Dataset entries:

● ● ● ● ●

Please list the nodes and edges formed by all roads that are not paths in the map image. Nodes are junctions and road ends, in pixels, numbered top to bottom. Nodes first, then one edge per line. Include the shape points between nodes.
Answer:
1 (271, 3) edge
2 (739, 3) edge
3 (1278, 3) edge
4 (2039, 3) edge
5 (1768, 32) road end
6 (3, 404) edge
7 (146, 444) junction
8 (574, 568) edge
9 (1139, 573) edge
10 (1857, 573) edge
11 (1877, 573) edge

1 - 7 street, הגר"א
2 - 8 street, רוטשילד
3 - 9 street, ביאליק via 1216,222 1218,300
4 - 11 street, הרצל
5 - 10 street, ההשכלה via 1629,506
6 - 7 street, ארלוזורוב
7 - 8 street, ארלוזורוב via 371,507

● ● ● ● ●

Copy out all of the records shown above exactly.

Please list the nodes and edges formed by all roads that are not paths in the map image. Nodes are junctions and road ends, in pixels, numbered top to bottom. Nodes first, then one edge per line. Include the shape points between nodes.
Answer:
1 (271, 3) edge
2 (739, 3) edge
3 (1278, 3) edge
4 (2039, 3) edge
5 (1768, 32) road end
6 (3, 404) edge
7 (146, 444) junction
8 (574, 568) edge
9 (1139, 573) edge
10 (1857, 573) edge
11 (1877, 573) edge

1 - 7 street, הגר"א
2 - 8 street, רוטשילד
3 - 9 street, ביאליק via 1216,222 1218,300
4 - 11 street, הרצל
5 - 10 street, ההשכלה via 1629,506
6 - 7 street, ארלוזורוב
7 - 8 street, ארלוזורוב via 371,507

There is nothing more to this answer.